Représentant le président de la République, le Premier ministre Emmanuel Issoze Ngondet a présenté les actions mises en œuvre pour promouvoir le développement des TIC au Gabon et mutualiser l’intégration régionale du numérique en Afrique.

Environ 4 000 délégués venant de dix-huit pays africains membres de l’Alliance Smart Africa ont rejoint Kigali, la capitale rwandaise, où a débuté mercredi 10 mai 2017 la conférence numérique « Transform Africa ». La thématique retenue est « Villes intelligentes. Développement accéléré ». Avec comme objectif principal : améliorer la quote-part du numérique dans le développement économique de l’Afrique.

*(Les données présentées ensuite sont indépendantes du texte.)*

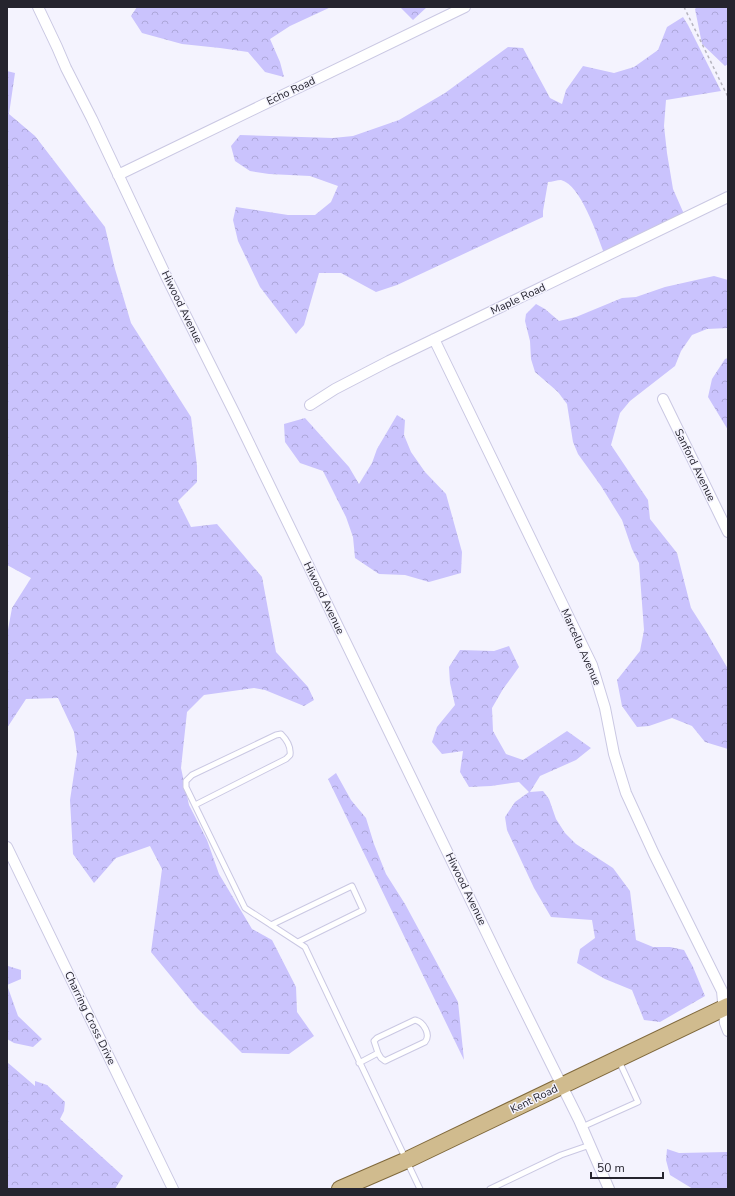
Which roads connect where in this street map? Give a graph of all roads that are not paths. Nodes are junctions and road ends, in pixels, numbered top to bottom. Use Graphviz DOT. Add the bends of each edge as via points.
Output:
graph roads {
  1 [pos="38,7"];
  2 [pos="465,7"];
  3 [pos="118,175"];
  4 [pos="728,197"];
  5 [pos="434,339"];
  6 [pos="663,399"];
  7 [pos="310,405"];
  8 [pos="728,532"];
  9 [pos="195,805"];
  10 [pos="7,847"];
  11 [pos="271,925"];
  12 [pos="298,942"];
  13 [pos="726,1007"];
  14 [pos="728,1031"];
  15 [pos="378,1053"];
  16 [pos="618,1059"];
  17 [pos="359,1063"];
  18 [pos="562,1085"];
  19 [pos="582,1127"];
  20 [pos="590,1145"];
  21 [pos="407,1160"];
  22 [pos="173,1189"];
  23 [pos="340,1189"];
  24 [pos="420,1189"];
  25 [pos="490,1189"];
  26 [pos="609,1189"];
  1 -- 3 [label="street, Hiwood Avenue"];
  2 -- 3 [label="street, Echo Road"];
  3 -- 18 [label="street, Hiwood Avenue"];
  4 -- 5 [label="street, Maple Road"];
  5 -- 7 [label="street, Maple Road" via="335,389"];
  5 -- 13 [label="street, Marcella Avenue" via="592,665 626,793 722,991"];
  6 -- 8 [label="street, Sanford Avenue"];
  9 -- 9 [label="lane" via="186,787 186,781 192,775 276,734 281,734 285,738 291,750 286,759"];
  9 -- 11 [label="lane" via="245,908"];
  10 -- 22 [label="street, Charring Cross Drive"];
  11 -- 12 [label="lane"];
  11 -- 12 [label="lane" via="352,886 363,910"];
  12 -- 17 [label="lane" via="305,947"];
  13 -- 14 [label="street, Marcella Avenue" via="725,1023"];
  13 -- 16 [label="main road, Kent Road"];
  15 -- 15 [label="lane" via="385,1060 425,1042 428,1034 420,1021 415,1020 377,1038 374,1045"];
  15 -- 17 [label="lane"];
  16 -- 18 [label="main road, Kent Road"];
  16 -- 19 [label="lane" via="638,1102"];
  17 -- 21 [label="lane"];
  18 -- 19 [label="street, Hiwood Avenue"];
  18 -- 21 [label="main road, Kent Road"];
  19 -- 20 [label="street, Hiwood Avenue"];
  20 -- 25 [label="lane" via="561,1155"];
  20 -- 26 [label="street, Hiwood Avenue"];
  21 -- 23 [label="main road, Kent Road"];
  21 -- 24 [label="lane"];
}
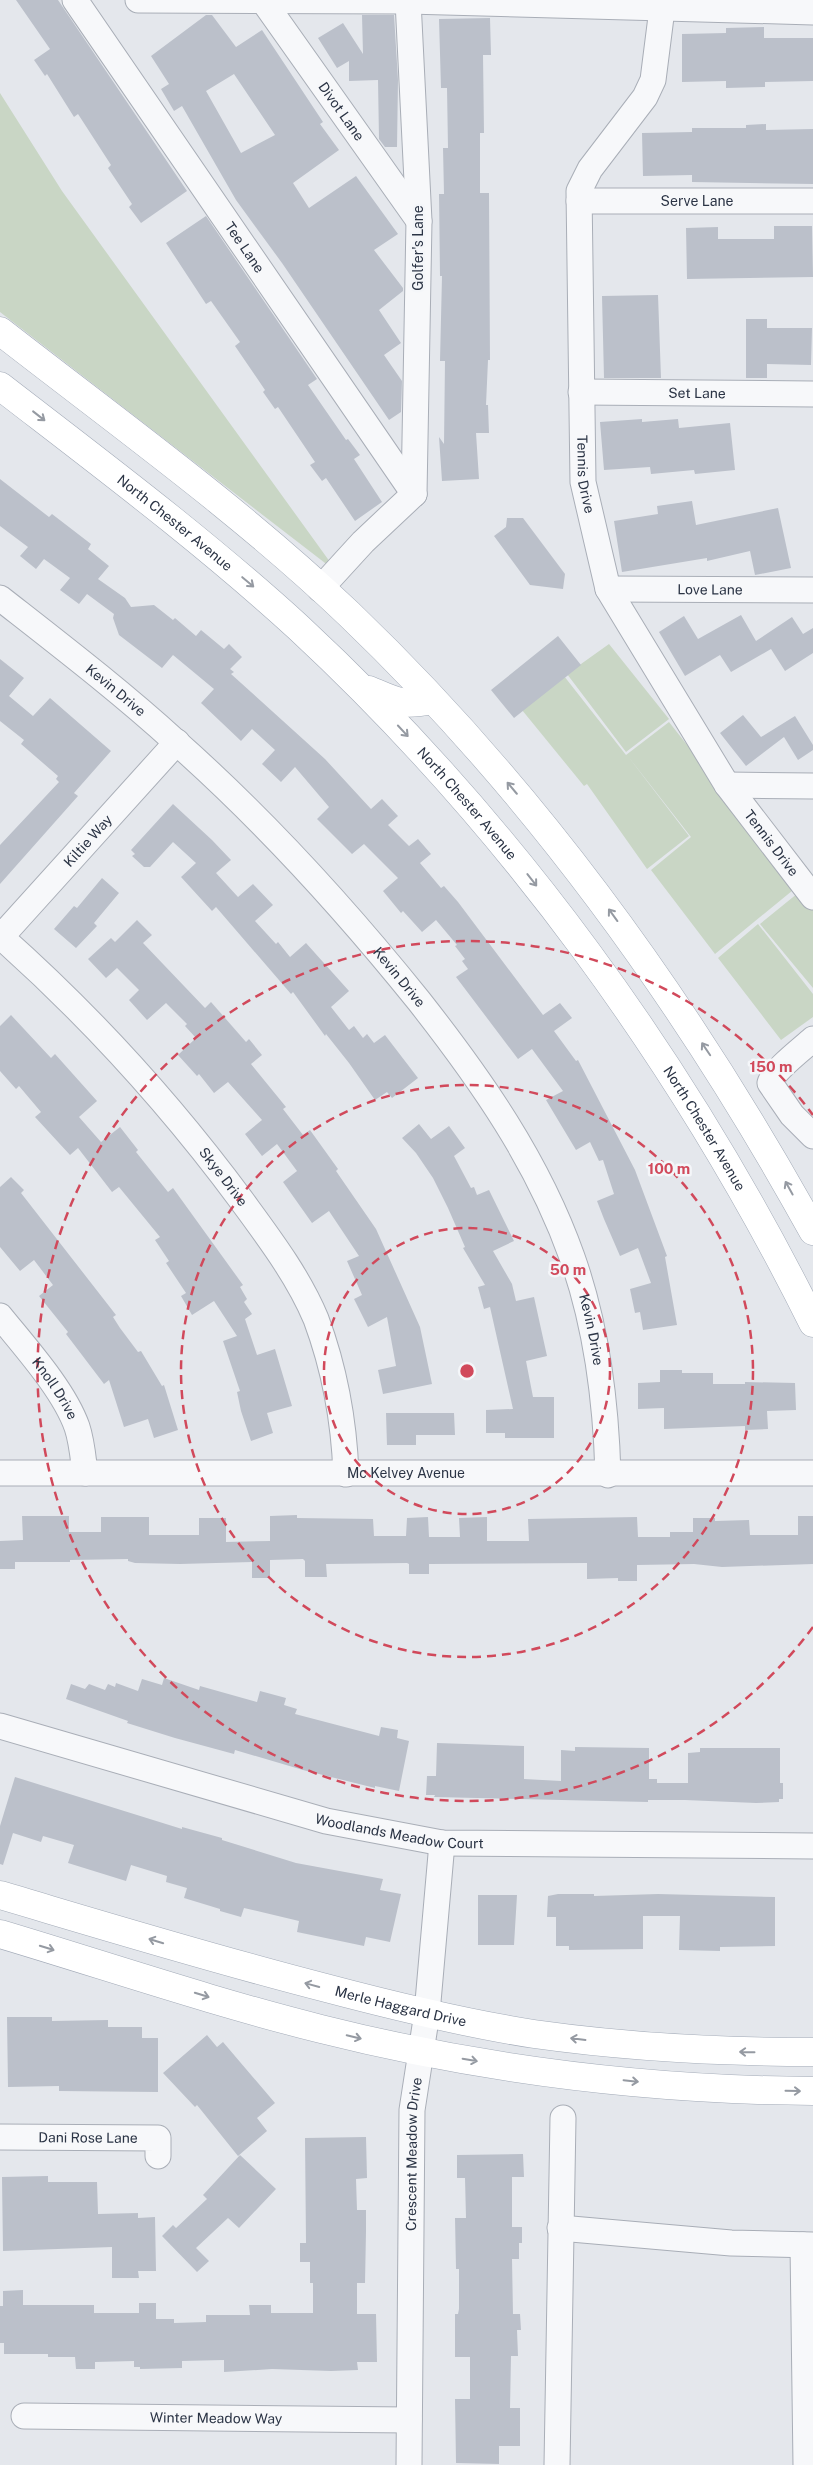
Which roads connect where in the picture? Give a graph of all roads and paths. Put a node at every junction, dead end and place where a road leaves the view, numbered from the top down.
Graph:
1 (75, 0) edge
2 (138, 0) edge
3 (408, 1) edge
4 (264, 2) junction
5 (662, 9) junction
6 (813, 12) edge
7 (579, 201) junction
8 (813, 201) edge
9 (419, 221) junction
10 (0, 331) edge
11 (0, 386) edge
12 (581, 392) junction
13 (813, 394) edge
14 (414, 494) junction
15 (320, 589) junction
16 (608, 589) junction
17 (813, 590) edge
18 (0, 598) edge
19 (356, 684) junction
20 (433, 700) junction
21 (177, 742) junction
22 (727, 785) junction
23 (813, 786) edge
24 (813, 897) edge
25 (0, 937) edge
26 (813, 1039) edge
27 (813, 1136) edge
28 (813, 1230) edge
29 (0, 1316) edge
30 (813, 1323) edge
31 (0, 1473) edge
32 (85, 1473) junction
33 (813, 1473) edge
34 (346, 1474) junction
35 (608, 1475) junction
36 (0, 1726) edge
37 (442, 1843) junction
38 (813, 1846) edge
39 (0, 1895) edge
40 (0, 1934) edge
41 (427, 2013) junction
42 (422, 2051) junction
43 (813, 2052) edge
44 (813, 2091) edge
45 (563, 2118) dead end
46 (0, 2137) edge
47 (158, 2156) dead end
48 (560, 2228) junction
49 (808, 2245) edge
50 (24, 2416) dead end
51 (409, 2420) junction
52 (808, 2456) edge
53 (408, 2465) edge
54 (557, 2465) edge

1 - 14 street, Tee Lane
2 - 4 street
3 - 4 street
3 - 5 street
3 - 9 street, Golfer's Lane
4 - 9 street, Divot Lane
5 - 6 street
5 - 7 street, Tennis Drive
7 - 8 street, Serve Lane
7 - 12 street, Tennis Drive
9 - 14 street, Golfer's Lane
10 - 15 main road
11 -> 19 main road, North Chester Avenue
12 - 13 street, Set Lane
12 - 16 street, Tennis Drive
14 - 15 street
15 - 20 main road
16 - 17 street, Love Lane
16 - 22 street, Tennis Drive
18 - 21 street, Kevin Drive
19 - 20 main road
19 -> 30 main road, North Chester Avenue
28 -> 20 main road
21 - 25 street, Kiltie Way
21 - 35 street, Kevin Drive
22 - 23 street
22 - 24 street, Tennis Drive
25 - 34 street, Skye Drive
26 - 27 street
29 - 32 street, Knoll Drive
31 - 32 street, Mc Kelvey Avenue
32 - 34 street, Mc Kelvey Avenue
33 - 35 street, Mc Kelvey Avenue
34 - 35 street, Mc Kelvey Avenue
36 - 37 street, Woodlands Meadow Court
37 - 38 street, Woodlands Meadow Court
37 - 41 street, Crescent Meadow Drive
41 -> 39 main road, Merle Haggard Drive
40 -> 42 main road
41 - 42 street, Crescent Meadow Drive
43 -> 41 main road, Merle Haggard Drive
42 -> 44 main road
42 - 51 street, Crescent Meadow Drive
45 - 48 street
46 - 47 street, Dani Rose Lane
48 - 49 street
48 - 54 street
49 - 52 street
50 - 51 street, Winter Meadow Way
51 - 53 street, Crescent Meadow Drive

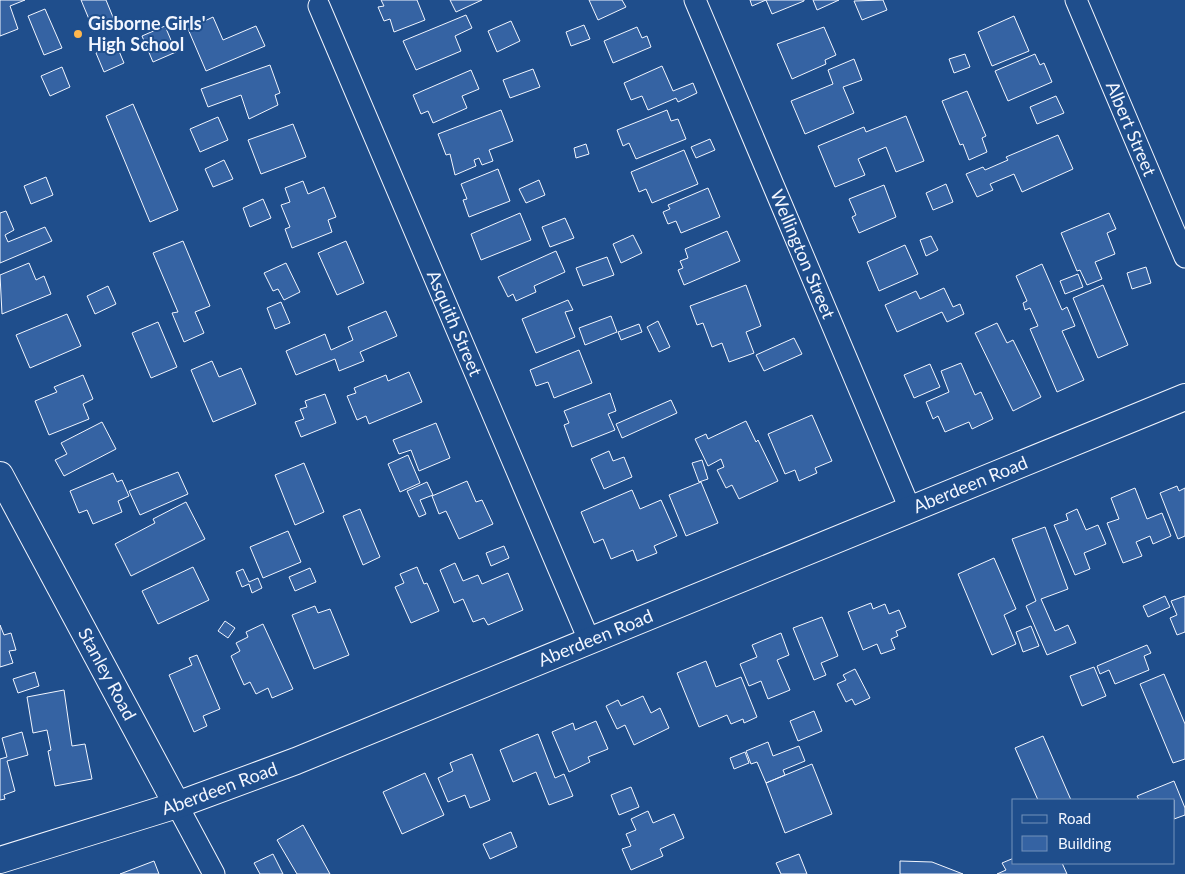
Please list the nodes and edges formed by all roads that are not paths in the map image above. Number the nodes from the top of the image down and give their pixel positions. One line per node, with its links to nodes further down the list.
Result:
1 (695, 0): 7 (street, Wellington Street)
2 (1076, 0): 4 (street, Albert Street)
3 (319, 6): 8 (street, Asquith Street)
4 (1185, 258)
5 (1185, 396): 7 (street, Aberdeen Road)
6 (0, 475): 9 (street, Stanley Road)
7 (910, 509): 8 (street, Aberdeen Road)
8 (589, 640): 9 (street, Aberdeen Road)
9 (177, 805): 10 (street, Aberdeen Road); 11 (street, Stanley Road)
10 (0, 860)
11 (214, 874)

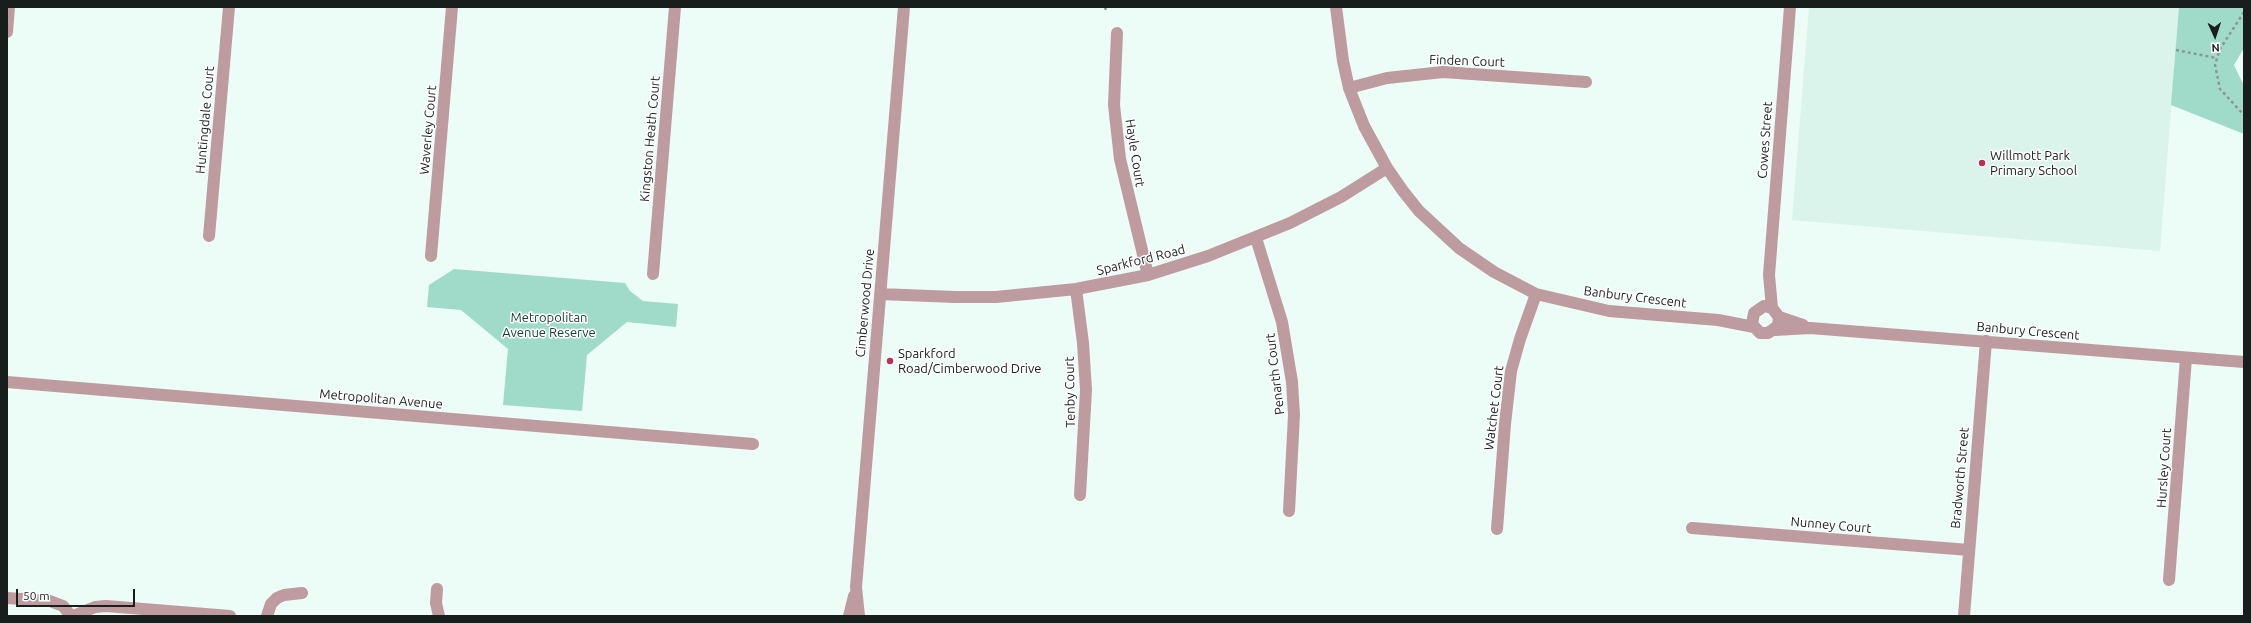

Membre de l’Alliance Smart Africa, le Gabon participe naturellement à cette rencontre où le Premier ministre, Emmanuel Issoze Ngondet, conduit une délégation constituée de certains membres du gouvernement, des maires de certaines communes du pays ainsi que des experts des organismes et entreprises spécialisés dans le domaine des TIC.

A cette occasion, le Premier ministre, représentant le président Ali Bongo Ondimba, a rappelé que le Gabon s’est inscrit dans cette ambition commune qui est de faire de l’Afrique un marché numérique unique. « L’engagement du Gabon dans l’Alliance Smart Africa et la mise en œuvre du plan sectoriel Gabon Numérique en sont la réponse éloquente », a souligné Emmanuel Issoze Ngondet.

Développement du numérique

A cet effet, le pays s’est attelé à développer des infrastructures nationales et internationales comme le SAT 3, ACE et le Backbone qui, à termes, devraient lui permettre de s’interconnecter à d’autres Etats africains, tout en améliorant la qualité de l’accès aux TIC pour ses populations. Ce déploiement a d’ailleurs déjà des impacts positifs sur les populations, avec notamment une baisse considérable des coûts de licences et des tarifs grand public.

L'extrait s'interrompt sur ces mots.